Saved data entries ::
________________

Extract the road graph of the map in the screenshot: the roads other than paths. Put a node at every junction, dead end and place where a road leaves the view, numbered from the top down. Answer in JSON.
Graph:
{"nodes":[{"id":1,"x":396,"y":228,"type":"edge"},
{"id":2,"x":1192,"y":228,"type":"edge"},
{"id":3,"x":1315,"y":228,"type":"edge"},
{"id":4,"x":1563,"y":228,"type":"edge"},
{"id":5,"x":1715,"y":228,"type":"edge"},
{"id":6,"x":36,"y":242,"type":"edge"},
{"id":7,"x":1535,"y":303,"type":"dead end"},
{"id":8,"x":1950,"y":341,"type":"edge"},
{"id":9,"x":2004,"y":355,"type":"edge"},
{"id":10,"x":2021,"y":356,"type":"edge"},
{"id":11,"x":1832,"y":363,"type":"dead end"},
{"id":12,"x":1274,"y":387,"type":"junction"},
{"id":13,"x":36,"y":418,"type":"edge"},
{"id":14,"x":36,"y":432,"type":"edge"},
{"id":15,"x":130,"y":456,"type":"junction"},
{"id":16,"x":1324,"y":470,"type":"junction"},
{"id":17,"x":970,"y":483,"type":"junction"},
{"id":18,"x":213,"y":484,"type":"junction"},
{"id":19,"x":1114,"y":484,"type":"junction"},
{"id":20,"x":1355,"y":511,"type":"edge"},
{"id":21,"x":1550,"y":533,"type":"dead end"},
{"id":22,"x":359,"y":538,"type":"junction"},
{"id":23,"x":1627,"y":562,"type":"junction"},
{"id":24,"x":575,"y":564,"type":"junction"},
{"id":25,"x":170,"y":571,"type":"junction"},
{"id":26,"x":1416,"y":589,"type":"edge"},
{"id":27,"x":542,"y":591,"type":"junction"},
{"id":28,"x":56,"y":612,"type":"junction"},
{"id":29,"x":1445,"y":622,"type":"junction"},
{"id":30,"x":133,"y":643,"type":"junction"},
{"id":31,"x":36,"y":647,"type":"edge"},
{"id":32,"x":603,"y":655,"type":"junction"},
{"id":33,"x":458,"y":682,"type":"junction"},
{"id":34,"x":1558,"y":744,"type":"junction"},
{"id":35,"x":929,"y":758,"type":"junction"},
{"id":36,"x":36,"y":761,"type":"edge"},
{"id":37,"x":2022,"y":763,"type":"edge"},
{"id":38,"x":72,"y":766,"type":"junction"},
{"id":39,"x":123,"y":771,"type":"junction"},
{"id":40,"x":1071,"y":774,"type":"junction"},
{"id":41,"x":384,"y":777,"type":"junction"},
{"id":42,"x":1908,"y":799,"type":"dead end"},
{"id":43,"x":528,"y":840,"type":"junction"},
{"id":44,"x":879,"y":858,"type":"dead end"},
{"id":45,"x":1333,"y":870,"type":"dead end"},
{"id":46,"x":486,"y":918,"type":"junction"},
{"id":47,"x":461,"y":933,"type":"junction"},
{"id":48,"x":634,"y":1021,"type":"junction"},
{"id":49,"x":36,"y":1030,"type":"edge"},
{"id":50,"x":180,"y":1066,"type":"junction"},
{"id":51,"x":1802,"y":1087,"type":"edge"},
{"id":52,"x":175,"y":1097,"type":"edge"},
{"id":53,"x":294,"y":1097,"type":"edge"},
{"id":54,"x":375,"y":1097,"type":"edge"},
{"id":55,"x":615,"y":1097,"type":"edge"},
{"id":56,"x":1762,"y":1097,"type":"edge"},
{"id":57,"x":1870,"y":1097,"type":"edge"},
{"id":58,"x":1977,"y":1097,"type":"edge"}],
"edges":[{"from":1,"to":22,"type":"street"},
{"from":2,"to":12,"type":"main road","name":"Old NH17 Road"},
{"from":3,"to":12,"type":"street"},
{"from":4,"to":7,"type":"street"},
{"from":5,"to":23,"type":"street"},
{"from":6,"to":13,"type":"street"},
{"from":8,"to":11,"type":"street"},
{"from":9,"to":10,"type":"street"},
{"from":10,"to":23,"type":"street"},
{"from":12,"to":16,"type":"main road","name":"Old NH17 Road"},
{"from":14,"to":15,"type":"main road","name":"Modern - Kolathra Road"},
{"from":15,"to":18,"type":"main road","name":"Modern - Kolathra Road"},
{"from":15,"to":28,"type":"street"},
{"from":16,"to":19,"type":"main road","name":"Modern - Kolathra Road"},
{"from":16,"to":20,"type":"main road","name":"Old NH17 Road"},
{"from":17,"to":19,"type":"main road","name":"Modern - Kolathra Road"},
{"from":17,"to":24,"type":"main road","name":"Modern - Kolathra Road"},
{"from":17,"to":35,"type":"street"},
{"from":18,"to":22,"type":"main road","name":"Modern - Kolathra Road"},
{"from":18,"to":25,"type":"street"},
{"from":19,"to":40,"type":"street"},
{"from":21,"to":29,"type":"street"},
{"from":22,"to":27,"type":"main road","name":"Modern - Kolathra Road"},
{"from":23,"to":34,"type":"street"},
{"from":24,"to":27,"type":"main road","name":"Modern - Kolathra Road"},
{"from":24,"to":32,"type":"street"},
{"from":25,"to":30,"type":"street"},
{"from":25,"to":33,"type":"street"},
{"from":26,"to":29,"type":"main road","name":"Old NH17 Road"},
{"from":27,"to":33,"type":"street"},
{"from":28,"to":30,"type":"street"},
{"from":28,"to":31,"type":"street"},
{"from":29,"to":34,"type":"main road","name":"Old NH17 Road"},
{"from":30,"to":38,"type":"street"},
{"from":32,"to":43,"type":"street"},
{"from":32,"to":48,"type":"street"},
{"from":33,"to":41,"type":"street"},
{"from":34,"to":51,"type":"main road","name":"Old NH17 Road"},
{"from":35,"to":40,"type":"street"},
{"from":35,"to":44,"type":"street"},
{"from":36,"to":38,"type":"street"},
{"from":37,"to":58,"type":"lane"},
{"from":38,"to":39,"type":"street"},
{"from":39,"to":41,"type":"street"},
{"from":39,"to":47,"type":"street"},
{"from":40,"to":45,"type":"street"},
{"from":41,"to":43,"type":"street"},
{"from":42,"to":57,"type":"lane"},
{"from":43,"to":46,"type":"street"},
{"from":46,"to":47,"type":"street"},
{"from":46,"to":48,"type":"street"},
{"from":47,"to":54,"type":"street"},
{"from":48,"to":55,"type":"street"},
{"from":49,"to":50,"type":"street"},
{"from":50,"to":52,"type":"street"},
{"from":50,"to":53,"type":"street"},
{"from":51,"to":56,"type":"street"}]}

________________

Copy each line above that contains the word "Modern".

{"from":14,"to":15,"type":"main road","name":"Modern - Kolathra Road"},
{"from":15,"to":18,"type":"main road","name":"Modern - Kolathra Road"},
{"from":16,"to":19,"type":"main road","name":"Modern - Kolathra Road"},
{"from":17,"to":19,"type":"main road","name":"Modern - Kolathra Road"},
{"from":17,"to":24,"type":"main road","name":"Modern - Kolathra Road"},
{"from":18,"to":22,"type":"main road","name":"Modern - Kolathra Road"},
{"from":22,"to":27,"type":"main road","name":"Modern - Kolathra Road"},
{"from":24,"to":27,"type":"main road","name":"Modern - Kolathra Road"},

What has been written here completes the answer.